In Paris: Nothing's In Vain in Senegal for Emmanuelle Andrianjafy

Born in 1983, Emmanuelle Andrianjafy grew up in Madagascar and worked as an engineer in France before moving to Dakar in 2011. Relocation to Senegal proved quite a shock. “It’s very energetic, very hectic, very loud,” she told BJP for the June Ones to Watch issue. “It’s very different to where I’ve lived before. It’s by the sea but it’s not peaceful; the landscape is harsh and dry. I was tempted to not deal with it and just stay at home.”
For a few years Andrianjafy saw the city mainly through a car window but, with her husband based in Dakar for work, she decided she had to get to know the place.

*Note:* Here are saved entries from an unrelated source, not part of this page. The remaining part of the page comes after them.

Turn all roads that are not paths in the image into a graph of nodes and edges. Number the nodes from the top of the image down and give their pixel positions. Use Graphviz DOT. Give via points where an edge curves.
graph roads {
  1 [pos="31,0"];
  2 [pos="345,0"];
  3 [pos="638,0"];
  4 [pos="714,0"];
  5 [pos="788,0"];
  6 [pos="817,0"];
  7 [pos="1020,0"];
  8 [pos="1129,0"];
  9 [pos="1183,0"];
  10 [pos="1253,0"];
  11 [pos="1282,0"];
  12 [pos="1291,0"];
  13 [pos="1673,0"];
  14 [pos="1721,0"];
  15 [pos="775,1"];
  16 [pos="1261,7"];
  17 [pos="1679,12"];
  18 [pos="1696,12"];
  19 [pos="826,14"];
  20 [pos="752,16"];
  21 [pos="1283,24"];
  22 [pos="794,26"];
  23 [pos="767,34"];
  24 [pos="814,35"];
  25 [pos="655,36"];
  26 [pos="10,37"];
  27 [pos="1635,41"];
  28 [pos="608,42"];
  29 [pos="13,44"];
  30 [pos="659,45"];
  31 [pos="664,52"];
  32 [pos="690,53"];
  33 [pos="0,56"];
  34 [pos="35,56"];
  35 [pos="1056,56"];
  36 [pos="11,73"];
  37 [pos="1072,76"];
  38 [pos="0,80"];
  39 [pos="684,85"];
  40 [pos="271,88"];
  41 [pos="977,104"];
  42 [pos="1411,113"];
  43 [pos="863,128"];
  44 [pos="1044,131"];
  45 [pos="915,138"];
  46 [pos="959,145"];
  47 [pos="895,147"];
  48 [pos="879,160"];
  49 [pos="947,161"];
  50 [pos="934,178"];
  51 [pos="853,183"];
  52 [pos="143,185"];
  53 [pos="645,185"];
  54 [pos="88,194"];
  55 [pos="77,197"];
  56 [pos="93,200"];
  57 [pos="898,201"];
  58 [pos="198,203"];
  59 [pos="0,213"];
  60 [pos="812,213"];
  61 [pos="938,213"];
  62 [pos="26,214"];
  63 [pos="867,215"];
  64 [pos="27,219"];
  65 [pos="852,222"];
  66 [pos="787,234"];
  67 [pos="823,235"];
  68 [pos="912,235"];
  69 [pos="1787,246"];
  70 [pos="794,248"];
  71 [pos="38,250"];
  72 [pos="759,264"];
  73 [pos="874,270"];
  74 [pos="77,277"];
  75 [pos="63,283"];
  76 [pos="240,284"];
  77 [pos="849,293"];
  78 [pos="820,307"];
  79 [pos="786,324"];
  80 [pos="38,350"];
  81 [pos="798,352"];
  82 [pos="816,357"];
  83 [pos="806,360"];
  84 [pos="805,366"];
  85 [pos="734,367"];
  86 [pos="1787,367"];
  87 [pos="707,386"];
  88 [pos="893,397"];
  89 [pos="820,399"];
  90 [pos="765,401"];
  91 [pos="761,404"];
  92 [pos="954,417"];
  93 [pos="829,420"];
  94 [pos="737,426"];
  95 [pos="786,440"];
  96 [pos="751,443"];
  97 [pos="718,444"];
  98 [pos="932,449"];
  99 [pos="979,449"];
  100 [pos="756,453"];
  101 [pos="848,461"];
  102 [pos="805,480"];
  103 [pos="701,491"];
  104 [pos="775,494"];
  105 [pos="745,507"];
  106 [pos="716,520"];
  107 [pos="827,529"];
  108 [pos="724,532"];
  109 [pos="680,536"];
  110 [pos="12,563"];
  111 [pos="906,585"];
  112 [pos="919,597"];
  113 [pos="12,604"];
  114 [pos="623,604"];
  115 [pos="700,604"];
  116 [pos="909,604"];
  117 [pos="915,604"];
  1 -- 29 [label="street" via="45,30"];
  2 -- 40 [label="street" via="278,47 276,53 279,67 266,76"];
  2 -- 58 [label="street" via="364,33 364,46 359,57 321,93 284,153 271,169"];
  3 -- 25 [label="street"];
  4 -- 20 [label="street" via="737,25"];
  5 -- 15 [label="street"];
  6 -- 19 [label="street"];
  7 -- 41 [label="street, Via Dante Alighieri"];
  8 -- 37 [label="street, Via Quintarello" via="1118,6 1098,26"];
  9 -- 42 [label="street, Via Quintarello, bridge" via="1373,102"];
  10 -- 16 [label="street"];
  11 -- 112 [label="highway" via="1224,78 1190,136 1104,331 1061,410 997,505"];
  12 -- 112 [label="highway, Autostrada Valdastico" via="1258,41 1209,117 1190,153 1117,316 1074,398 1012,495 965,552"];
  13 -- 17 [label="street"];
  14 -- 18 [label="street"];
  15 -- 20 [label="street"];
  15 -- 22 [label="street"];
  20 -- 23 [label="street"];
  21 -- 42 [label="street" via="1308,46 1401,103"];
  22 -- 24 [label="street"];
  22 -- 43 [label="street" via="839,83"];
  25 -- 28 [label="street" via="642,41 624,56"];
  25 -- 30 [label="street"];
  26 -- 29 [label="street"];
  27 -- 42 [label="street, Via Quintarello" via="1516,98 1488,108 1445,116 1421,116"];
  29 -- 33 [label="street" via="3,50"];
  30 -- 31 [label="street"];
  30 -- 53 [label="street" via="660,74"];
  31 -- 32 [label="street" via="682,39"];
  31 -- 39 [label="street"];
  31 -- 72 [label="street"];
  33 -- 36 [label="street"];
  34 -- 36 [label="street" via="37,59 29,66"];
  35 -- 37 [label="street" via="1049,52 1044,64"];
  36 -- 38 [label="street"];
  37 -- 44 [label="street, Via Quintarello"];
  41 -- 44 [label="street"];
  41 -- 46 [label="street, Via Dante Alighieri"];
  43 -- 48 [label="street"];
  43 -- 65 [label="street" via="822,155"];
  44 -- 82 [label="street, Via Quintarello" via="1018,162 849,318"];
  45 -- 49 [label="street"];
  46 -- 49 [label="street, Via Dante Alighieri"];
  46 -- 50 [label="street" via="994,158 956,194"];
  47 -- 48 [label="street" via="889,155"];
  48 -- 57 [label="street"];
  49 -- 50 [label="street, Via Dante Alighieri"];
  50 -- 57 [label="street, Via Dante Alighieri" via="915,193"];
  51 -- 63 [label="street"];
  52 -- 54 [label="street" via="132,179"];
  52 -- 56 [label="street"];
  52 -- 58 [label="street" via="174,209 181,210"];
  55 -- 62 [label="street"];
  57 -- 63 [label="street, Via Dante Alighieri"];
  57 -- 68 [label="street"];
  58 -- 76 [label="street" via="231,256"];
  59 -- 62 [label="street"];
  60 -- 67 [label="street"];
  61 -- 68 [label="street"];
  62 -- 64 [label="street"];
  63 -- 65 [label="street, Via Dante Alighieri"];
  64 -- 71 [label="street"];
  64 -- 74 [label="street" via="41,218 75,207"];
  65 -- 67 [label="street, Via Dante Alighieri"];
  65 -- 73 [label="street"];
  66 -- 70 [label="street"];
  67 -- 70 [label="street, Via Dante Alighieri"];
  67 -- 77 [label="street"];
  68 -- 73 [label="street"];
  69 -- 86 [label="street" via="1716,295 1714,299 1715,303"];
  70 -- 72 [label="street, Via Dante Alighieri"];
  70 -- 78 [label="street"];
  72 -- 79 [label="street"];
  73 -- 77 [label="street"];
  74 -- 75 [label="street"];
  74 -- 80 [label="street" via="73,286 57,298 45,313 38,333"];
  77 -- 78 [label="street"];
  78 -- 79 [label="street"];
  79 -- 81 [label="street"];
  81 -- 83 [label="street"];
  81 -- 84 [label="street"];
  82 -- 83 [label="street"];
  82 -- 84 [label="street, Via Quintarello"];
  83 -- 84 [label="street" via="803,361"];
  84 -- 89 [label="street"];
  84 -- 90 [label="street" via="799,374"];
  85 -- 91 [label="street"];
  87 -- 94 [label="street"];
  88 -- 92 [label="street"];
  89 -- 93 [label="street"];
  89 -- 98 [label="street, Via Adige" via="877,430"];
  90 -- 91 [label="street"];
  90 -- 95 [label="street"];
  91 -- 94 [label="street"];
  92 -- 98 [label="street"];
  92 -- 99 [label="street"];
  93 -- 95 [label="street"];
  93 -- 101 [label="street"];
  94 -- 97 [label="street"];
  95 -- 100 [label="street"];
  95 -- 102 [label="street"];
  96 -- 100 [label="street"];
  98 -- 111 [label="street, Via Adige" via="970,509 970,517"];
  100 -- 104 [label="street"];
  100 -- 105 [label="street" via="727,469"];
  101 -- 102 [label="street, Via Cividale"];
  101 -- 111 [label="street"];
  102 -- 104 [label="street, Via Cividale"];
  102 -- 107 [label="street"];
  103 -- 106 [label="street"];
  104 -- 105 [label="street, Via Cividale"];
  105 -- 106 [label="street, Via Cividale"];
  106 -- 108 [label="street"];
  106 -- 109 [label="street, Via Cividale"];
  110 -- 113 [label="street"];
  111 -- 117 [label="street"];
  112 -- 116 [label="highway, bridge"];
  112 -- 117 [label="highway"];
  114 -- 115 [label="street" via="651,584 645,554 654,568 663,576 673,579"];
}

Out walking, she became familiar with its streets and alleys, taking a camera to help process the adjustment. “It’s what I know best,” she says. “If I could write, I would do that.”
Image from the book Nothing’s In Vain © Emmanuelle Andrianjafy
Image from the book Nothing’s In Vain © Emmanuelle Andrianjafy
Her first photographs were black-and-white, but by 2015 she had become interested in using colour and, with “no background in art at all”, signed up to JH Engström and Margot Wallard’s Atelier Smedsby workshop for some help. “I looked at their images and thought, ‘I just don’t understand what you’re doing’,” she says.
“That attracted me. I told them what was happening, that I was disorientated – that I knew that I wanted to take pictures but I didn’t know where to start – and they helped me over a period of two years.”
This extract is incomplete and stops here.